Prom 25 : Boulez, Birtwistle London Sinfonietta, BBC Singers, Susanna Mälkki (conductor) Royal Albert Hall, London,  31.07.2007 (AO)


This Prom may well prove to have been a historic occasion, to be remembered in years to come.  First, works by two of the most important composers of our time were premiered. Secondly, this was the London debut of Finnish conductor Susanna Mälkki, who has already shown such promise that she could, be one of the greats in time.  Even the least informed music lover will  have heard 'of' Boulez and Birtwistle and Boulez’s Dérive II in its various forms is already so well known that it’s hard to believe anyone with an interest in new music wouldn’t be keen on its latest incarnation.  So why was this Prom relegated to the ghetto of a late night performance ?  Why do far less valid works get high profile Proms and star billing ?

Fortunately there were enough in the know to make this a fairly well attended event despite the late slot, and there were some very big names in the audience, too. They were rewarded.  This was an electrifying performance, with the Sinfonietta at their best, inspired by some of the sharpest conducting I’ve heard in ages.

Boulez may be 83, but there’s more spirit and vivacity in him than many a third his age.  Composers have always revised their work, so that in itself is nothing new. But Dérive II is part of a more unusual process, for with each evolution, Boulez expands the initial ideas into distinctly new works. This piece could even be called Dérive III as it’s a substantial reworking, nearly twice as long as its predecessor, and even more complex. It’s not easy to take in on first hearing, but luckily the BBC provides repeats so that the more I’ve listened, the more I’m getting out of it.  Part of the fascination with Boulez is the way his music grows  organically, from different earlier sources, each piece enriching another.  And just as it helps to understand Mahler’s output as a whole to appreciate the individual symphonies, Boulez’s music is like a continuous adventure, a journey of exploration that defies fragmentation. For him, the essence of new music is that it is free spirited and open ended, allowing ideas to develop without rigid preconditions.  Creativity never “ends” and ideas progress as life itself progresses. Even if Boulez never writes another note (God forbid !) his music will live on, fertilizing the imagination of its listeners, expanding in their souls.

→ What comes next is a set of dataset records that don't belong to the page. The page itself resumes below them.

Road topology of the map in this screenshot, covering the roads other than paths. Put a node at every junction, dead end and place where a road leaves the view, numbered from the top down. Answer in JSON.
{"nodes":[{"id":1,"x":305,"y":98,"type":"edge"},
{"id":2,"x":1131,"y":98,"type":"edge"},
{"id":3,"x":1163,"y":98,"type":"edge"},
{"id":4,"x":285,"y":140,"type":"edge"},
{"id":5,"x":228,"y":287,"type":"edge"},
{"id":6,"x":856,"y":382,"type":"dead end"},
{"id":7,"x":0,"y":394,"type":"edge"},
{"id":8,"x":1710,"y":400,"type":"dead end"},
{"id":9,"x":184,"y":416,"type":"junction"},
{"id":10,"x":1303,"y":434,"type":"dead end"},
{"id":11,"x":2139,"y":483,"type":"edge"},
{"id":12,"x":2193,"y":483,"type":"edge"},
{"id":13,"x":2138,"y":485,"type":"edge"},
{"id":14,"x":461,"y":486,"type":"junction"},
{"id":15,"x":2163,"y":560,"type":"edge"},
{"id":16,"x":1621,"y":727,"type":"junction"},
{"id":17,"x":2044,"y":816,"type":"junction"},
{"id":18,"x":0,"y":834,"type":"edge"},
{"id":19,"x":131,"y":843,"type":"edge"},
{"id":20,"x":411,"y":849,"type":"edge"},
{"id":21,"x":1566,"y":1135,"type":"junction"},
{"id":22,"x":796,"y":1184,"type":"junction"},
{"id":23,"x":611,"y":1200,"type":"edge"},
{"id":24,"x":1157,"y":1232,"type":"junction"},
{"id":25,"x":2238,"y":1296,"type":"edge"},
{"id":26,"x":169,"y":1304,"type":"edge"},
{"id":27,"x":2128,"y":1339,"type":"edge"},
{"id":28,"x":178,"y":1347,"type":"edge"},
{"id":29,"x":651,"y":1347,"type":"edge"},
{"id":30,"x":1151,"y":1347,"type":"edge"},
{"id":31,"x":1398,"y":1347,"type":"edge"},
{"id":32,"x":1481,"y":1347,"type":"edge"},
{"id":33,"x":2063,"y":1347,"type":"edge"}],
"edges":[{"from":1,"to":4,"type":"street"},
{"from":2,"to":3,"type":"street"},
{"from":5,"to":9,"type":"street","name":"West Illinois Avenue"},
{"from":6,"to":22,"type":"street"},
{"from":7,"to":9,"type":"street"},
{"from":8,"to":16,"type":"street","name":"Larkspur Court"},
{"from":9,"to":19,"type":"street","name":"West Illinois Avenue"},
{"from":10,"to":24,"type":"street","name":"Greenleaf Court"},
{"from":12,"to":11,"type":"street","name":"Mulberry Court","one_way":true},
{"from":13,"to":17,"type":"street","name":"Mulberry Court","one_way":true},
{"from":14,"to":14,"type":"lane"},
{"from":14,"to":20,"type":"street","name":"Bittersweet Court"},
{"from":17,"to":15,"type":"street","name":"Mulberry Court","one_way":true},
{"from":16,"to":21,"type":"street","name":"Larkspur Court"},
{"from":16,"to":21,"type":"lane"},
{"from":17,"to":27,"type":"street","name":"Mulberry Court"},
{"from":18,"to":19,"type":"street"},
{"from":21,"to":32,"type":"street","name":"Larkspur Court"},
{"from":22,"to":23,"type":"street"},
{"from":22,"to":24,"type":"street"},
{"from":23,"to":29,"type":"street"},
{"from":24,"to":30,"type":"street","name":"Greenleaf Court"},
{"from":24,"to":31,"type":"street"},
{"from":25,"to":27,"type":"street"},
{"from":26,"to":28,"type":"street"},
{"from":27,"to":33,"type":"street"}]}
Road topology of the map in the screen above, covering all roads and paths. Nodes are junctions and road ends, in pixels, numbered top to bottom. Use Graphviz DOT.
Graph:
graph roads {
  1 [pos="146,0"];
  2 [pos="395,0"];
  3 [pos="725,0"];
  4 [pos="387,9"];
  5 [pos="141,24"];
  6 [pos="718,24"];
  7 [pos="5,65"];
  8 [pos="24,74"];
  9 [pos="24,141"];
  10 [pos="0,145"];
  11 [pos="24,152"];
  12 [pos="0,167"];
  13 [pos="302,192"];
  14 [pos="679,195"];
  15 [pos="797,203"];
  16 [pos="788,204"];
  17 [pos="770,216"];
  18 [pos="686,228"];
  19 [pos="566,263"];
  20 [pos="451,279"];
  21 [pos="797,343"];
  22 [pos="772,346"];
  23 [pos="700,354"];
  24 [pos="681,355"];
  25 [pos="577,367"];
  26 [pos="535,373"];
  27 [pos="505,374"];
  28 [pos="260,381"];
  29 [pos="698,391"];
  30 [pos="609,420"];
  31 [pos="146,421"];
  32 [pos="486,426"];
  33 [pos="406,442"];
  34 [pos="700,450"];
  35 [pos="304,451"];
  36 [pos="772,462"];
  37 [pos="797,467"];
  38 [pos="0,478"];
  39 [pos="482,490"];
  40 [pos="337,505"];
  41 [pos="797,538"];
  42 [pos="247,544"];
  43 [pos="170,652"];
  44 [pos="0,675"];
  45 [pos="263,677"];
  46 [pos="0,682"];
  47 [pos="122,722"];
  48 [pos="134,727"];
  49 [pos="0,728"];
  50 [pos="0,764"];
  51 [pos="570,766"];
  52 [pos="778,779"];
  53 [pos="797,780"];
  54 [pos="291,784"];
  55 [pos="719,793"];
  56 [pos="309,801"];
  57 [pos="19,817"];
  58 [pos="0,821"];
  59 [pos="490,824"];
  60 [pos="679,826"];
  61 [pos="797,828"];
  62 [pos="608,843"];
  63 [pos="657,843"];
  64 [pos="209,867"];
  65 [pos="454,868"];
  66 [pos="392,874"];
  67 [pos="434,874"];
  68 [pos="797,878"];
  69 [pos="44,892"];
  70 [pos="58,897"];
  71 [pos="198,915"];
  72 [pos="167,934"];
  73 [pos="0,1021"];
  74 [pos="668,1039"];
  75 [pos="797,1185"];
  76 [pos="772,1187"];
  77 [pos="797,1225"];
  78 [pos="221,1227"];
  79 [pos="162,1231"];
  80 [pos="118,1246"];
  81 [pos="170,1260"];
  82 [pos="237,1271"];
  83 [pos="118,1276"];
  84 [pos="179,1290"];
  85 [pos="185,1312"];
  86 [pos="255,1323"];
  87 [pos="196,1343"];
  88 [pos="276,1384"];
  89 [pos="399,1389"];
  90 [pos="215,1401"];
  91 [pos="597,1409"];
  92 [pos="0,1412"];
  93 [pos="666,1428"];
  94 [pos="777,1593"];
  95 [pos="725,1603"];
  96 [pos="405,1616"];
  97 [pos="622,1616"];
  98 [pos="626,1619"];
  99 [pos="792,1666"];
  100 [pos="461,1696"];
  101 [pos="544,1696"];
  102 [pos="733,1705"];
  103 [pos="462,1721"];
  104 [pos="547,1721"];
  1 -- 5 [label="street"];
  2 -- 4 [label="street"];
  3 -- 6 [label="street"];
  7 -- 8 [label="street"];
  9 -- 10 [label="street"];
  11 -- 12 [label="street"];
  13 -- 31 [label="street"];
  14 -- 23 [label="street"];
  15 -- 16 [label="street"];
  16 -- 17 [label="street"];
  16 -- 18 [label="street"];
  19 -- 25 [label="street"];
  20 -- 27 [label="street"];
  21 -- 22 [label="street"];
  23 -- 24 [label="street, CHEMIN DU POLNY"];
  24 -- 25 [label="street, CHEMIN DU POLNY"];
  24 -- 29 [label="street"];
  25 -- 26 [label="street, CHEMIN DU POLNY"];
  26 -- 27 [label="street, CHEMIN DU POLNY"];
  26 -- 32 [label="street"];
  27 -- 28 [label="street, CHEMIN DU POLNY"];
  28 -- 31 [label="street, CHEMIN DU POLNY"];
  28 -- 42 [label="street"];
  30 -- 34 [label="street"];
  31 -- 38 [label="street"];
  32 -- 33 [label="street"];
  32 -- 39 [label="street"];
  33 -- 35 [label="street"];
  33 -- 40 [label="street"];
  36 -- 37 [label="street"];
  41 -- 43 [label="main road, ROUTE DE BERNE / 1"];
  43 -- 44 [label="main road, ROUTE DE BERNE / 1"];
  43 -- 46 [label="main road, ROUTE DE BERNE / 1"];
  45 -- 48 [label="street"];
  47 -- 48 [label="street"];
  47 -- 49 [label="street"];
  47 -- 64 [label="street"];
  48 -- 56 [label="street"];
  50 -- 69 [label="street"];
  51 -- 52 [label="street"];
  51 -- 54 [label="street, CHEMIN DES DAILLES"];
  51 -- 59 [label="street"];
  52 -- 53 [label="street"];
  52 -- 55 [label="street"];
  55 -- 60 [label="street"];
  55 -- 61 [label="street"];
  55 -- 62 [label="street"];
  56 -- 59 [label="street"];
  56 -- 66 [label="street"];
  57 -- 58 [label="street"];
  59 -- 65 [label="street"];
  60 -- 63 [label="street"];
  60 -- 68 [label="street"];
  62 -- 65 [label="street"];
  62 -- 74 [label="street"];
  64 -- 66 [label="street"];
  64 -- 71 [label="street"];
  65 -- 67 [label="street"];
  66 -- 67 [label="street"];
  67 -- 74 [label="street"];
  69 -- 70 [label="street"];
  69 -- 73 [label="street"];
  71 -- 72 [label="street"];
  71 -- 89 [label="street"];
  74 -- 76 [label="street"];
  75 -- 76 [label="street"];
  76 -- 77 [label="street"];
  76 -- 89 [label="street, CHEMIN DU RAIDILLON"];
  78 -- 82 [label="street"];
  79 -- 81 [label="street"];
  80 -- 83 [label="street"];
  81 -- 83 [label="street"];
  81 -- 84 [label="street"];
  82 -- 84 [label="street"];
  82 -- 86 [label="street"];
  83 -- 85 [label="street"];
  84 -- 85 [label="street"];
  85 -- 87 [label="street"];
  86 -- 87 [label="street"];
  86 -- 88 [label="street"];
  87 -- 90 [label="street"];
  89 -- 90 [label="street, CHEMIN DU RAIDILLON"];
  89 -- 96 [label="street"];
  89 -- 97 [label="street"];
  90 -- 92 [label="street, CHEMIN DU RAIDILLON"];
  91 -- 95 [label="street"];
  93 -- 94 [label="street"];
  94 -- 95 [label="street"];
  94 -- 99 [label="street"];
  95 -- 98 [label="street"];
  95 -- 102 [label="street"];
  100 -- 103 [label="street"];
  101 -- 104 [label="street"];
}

This music is extremely intricate, ideas interweaving and morphing into different forms, sometimes pivoting on a single note.  Although there are still only eleven instruments, they interact in layers and follow on each other, creating depth even though the basic line is clear and unfussy. The music is like a living organism, moving, unfolding, spiraling, like a plant shooting out of the soil, its tendrils unfurling, turning towards the light. Boulez may have a reputation for steely intellect, but this is surprisingly sensual music, exquisitely vivid and expressive.  There are even lyrical passages where snatches of near-melody flit past, tantalizingly elusive. The clarinet and violin parts - played by Sinfonietta stalwarts Mark van der Wiel and Clio Gould – are particularly intriguing, but are carefully integrated into the texture. Sometimes shapes arch, circle or are elliptical, so there’s a sense of movement and evolution, defined in subtle changes of metre.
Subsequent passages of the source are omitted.